The two other indie provocateurs mentioned have in fact traded verbal blows with Talbot in the press, respectively accusing him of “appropriating a working class voice“; and being “sanctimonious“, which he denies.
Others have interpreted their passion as mere anger. But Talbot, who became a dad again last year, isn’t going to lose any more sleep over it.
“That’s just the curse isn’t it of being such a bombastic and violent-toned band,” he shrugs. “There’s not a lot of nuance there, I’m not upset people misunderstand us.
“I can’t write a song like Model Village and expect everyone to think I’m a really well-rounded forgiving open-minded person. I wrote an angry song, and I’m allowed to because I’m an artist.”
He adds: “I also write sad songs, and loving songs, and happy songs. I make music of my emotions.”
The album artwork contains some pretty violent-toned images of each of the five-piece being slammed in the face by what looks like, co-incidentally, giant zorb-shaped exercise balls.
In the spirit of self-improvement, they’ve had a cash bet to see who can shed the most pounds before Christmas.

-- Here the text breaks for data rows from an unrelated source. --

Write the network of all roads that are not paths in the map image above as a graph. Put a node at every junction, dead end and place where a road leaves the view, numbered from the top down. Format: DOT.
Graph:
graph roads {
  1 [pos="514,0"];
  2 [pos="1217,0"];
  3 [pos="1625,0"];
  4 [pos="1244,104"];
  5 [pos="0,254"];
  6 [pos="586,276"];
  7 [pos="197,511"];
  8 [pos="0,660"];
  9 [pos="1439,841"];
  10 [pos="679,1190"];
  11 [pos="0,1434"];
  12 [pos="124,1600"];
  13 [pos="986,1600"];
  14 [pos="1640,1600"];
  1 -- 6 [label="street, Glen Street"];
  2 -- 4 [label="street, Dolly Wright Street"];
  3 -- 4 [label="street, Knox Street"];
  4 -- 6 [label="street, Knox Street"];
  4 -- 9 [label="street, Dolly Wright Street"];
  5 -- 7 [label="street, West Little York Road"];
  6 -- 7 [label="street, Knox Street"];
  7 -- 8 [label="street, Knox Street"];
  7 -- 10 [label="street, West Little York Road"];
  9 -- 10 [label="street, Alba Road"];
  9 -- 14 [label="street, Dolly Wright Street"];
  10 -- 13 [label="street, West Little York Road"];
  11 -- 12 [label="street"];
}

There’s £1,250 in the pot and Talbot thinks bass player Adam “Dev” Devonshire is probably the bookies’ outsider, judging by his noodle-munching-while-working-out routine in the video for stomping lead single Mr Motivator (one of a series of DIY music videos they took on the “beautiful challenge” of making during lockdown).
Talbot’s tactic, aside from emptying his chest in various studios, involves punching a punch bag and ditching the carbs.
“I’m only ever gonna run if the police are after me.”
Idles third album Ultra Mono is out now.